Due to an email about some software I wrote in the early ’90s, I was also reminded of a MUD version I wrote in Turbo Pascal1. Of course, I was ridiculed when I tried to share this in the community at the time. MUDs were written in C on Unix machines!2 Not under DOS in Pascal, for heaven’s sake?!

Of course, those people only knew about “standard” Pascal, whereas Turbo Pascal could basically do what Borland C++ could3. If I remember correctly, the unit files were even compatible (or something like that—it has been some time)4.

But the biggest mistake was that they didn’t think outside the box. While I freely admit that MyMUD wouldn’t be able to deal with hundreds of people, two or three users should have been perfectly possible5.

So what was MyMUD? It was a TinyMUD clone written in Turbo Pascal, designed to be used on a shared data file using record locking to avoid collisions6.
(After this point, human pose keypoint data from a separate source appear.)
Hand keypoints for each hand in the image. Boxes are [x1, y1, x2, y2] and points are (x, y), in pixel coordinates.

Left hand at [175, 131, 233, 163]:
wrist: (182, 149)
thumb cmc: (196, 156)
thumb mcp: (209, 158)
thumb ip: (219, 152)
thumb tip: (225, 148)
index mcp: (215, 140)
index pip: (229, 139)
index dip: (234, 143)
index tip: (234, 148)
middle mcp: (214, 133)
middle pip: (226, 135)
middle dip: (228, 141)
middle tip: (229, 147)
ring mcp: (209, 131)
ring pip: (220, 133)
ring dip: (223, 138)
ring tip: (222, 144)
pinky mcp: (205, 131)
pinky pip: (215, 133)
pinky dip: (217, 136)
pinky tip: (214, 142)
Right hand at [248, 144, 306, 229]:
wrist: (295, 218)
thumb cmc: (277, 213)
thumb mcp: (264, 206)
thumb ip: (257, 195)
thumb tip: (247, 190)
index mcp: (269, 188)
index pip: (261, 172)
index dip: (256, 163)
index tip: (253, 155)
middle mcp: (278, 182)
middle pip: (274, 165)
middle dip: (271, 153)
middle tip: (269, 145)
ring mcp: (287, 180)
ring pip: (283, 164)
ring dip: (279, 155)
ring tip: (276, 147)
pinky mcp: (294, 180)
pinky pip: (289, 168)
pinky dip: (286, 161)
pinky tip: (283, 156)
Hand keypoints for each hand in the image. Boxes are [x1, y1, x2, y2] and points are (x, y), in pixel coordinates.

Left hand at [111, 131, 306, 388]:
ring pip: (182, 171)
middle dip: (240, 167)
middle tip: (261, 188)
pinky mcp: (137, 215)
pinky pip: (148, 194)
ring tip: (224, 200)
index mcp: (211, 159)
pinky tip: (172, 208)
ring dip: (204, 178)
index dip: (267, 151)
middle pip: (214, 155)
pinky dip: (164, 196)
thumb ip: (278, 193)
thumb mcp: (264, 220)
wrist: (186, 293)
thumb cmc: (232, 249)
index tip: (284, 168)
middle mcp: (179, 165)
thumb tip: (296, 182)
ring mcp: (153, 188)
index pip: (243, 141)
At the time I wrote the program, I was professionally running a BBS7 with six telephone lines and a UUCP interface to Internet newsgroups as they existed back then8. All of this was done with five PCs, a LANtastic network9, DESQview10 for multitasking, and QEMM11 for memory management.
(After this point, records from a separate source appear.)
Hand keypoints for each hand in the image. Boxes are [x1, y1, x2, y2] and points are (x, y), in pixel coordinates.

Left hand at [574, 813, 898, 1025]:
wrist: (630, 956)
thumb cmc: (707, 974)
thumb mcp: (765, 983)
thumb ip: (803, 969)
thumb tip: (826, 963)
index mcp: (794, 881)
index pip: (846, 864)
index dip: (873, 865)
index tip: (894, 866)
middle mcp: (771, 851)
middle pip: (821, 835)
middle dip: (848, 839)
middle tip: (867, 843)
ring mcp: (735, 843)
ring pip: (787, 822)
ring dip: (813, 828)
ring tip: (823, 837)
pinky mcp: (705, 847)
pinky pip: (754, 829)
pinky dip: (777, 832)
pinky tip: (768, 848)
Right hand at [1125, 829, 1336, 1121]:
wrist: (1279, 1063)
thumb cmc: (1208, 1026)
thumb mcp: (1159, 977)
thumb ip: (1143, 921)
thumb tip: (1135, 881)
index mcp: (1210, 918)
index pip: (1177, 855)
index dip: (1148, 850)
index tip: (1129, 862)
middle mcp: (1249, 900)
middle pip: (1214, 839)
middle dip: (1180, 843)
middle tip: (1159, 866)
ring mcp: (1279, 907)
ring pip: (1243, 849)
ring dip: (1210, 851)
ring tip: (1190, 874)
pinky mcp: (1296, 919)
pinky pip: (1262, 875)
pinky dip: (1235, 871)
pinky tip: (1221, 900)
This was also the environment in which I ran MyMUD: computers connected through LANtastic, with a shared folder containing the database and support files. And yes—it worked.

I did share the code at the time, and a few people played with it, but it never became popular. Other systems were better and more mature. Still, as a proof of concept, it worked quite nicely.

Since I still have the code (and the decompiled version), I recently tried running it in two DOSBox instances12—and lo and behold, it still worked. And I could still read the code, as it was very modular13.

So here’s to the days of yore, and to my exploration of MUDs on machines people could actually have at home.

Footnotes

  1. Turbo Pascal – A popular Pascal compiler and IDE from Borland in the 1980s–90s, known for fast compilation and advanced features for its time. Unlike “standard” Pascal, it supported DOS-specific memory tricks and modular programming through units.
  2. Most MUDs of the era, including DikuMUD, TinyMUD, and LPmud variants, were written in C and ran on Unix systems. DOS-based MUDs were extremely rare.
  3. Turbo Pascal had many features comparable to Borland C++, including modular units, separate compilation, and direct hardware access, making it surprisingly powerful for DOS.
  4. “Unit files” in Turbo Pascal were essentially modules that could be compiled separately and reused—some compatibility with Borland C++ headers existed, but it was limited.
  5. The scalability limit was due to DOS and Turbo Pascal’s memory model (conventional 640 KB, EMS/XMS extensions). Two or three simultaneous users could be handled through careful file locking; hundreds would have been impossible.
  6. TinyMUD clone – MyMUD replicated the core ideas of TinyMUD: a simple text-based world, flexible object-oriented design, and multiple users interacting via a shared database. Record locking was used to prevent corruption when multiple clients wrote to the same data simultaneously.
  7. BBS (Bulletin Board System) – Early pre-Internet online communities where users connected via modems to exchange messages, files, or games.
  8. UUCP – Unix-to-Unix Copy Protocol, used for sending emails and Usenet newsgroup posts across the early Internet infrastructure.
  9. LANtastic – A peer-to-peer LAN networking software popular in the late ’80s and early ’90s, allowing DOS PCs to share files and printers.
  10. DESQview – A multitasking environment for DOS that allowed running multiple DOS programs simultaneously on a single machine.
  11. QEMM – A memory manager that helped DOS applications access extended memory beyond the 640 KB conventional limit.
  12. DOSBox – Modern DOS emulator, useful for running legacy software on contemporary PCs.
  13. Modular coding in Turbo Pascal made the program readable decades later, demonstrating good programming practice even in small hobby projects.